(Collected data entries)
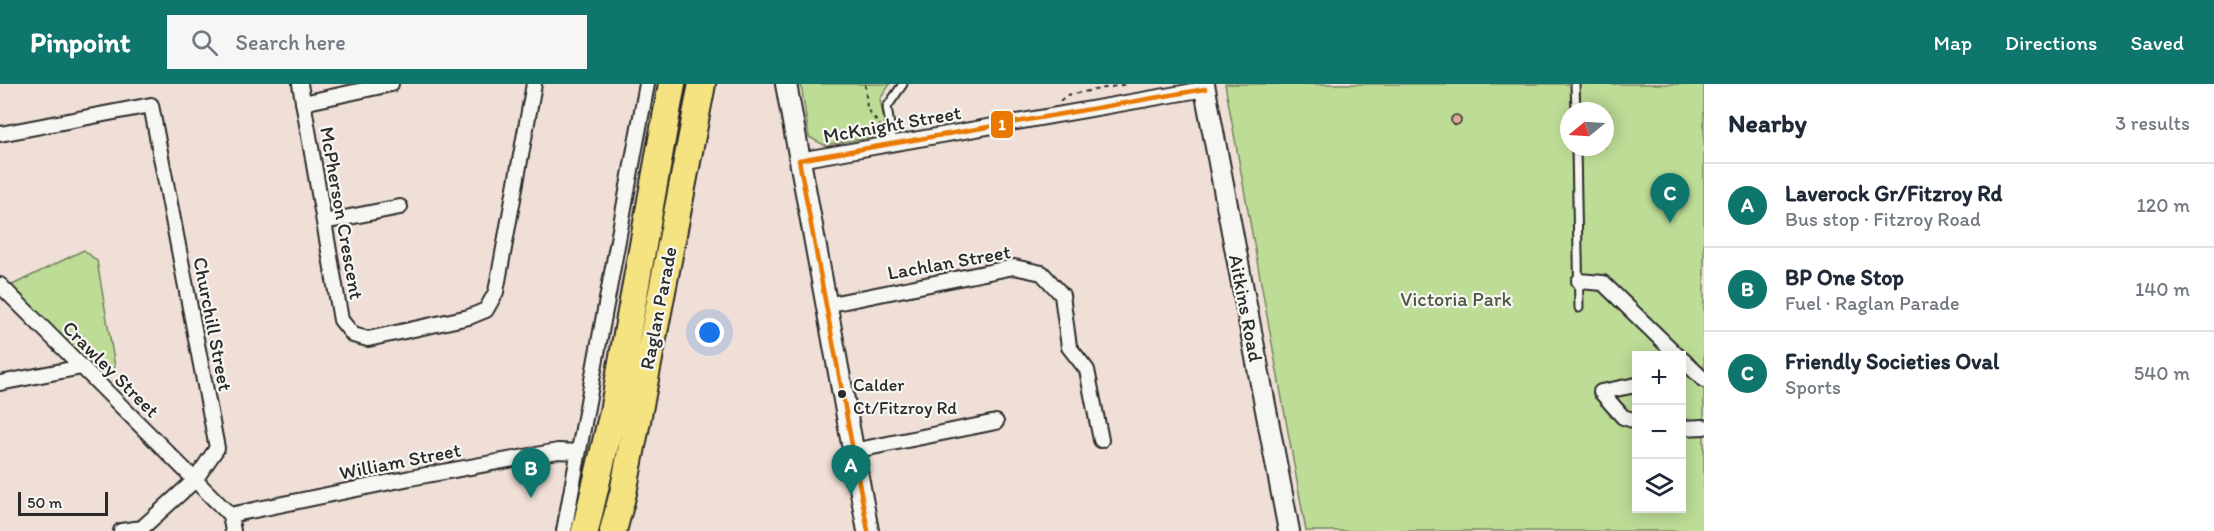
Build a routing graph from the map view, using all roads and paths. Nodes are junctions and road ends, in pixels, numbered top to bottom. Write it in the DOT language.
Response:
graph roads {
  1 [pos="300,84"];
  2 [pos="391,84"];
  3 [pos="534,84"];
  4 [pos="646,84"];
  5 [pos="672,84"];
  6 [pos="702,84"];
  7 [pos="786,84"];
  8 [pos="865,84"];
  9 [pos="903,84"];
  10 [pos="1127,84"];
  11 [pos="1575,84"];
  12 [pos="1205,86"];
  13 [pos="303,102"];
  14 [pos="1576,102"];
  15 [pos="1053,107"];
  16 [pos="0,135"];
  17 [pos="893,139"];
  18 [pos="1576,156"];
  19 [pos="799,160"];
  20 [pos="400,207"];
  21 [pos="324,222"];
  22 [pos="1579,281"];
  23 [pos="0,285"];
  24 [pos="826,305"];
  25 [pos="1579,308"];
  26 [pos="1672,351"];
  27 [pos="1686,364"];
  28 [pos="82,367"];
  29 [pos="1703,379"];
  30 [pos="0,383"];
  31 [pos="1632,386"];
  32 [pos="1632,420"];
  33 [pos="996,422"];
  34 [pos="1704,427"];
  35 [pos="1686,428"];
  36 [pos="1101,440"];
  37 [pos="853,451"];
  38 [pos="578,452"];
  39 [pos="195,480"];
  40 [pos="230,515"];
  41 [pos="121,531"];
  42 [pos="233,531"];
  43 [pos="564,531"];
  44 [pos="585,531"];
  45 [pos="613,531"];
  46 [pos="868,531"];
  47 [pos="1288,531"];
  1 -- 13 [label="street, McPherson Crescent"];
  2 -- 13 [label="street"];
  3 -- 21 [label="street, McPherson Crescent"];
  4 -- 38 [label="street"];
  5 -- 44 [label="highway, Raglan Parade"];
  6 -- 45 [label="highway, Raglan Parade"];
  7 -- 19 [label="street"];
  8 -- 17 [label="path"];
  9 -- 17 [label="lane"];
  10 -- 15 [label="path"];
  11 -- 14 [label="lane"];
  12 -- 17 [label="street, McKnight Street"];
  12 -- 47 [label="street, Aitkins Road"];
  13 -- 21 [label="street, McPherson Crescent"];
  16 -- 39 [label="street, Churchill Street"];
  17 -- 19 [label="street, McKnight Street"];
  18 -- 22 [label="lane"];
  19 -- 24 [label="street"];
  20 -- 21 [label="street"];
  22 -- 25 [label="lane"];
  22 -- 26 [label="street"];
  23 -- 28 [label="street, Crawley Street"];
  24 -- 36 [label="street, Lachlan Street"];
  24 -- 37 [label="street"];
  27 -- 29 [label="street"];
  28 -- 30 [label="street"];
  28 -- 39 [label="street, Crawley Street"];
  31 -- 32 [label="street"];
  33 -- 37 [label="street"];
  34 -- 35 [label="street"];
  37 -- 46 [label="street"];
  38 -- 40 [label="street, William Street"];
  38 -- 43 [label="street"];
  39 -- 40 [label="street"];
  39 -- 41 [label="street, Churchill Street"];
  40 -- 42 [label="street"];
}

◆ **Brief**
Copy every line of the data that holds the string "Churchill".

◆ **Exercise answer**
  16 -- 39 [label="street, Churchill Street"];
  39 -- 41 [label="street, Churchill Street"];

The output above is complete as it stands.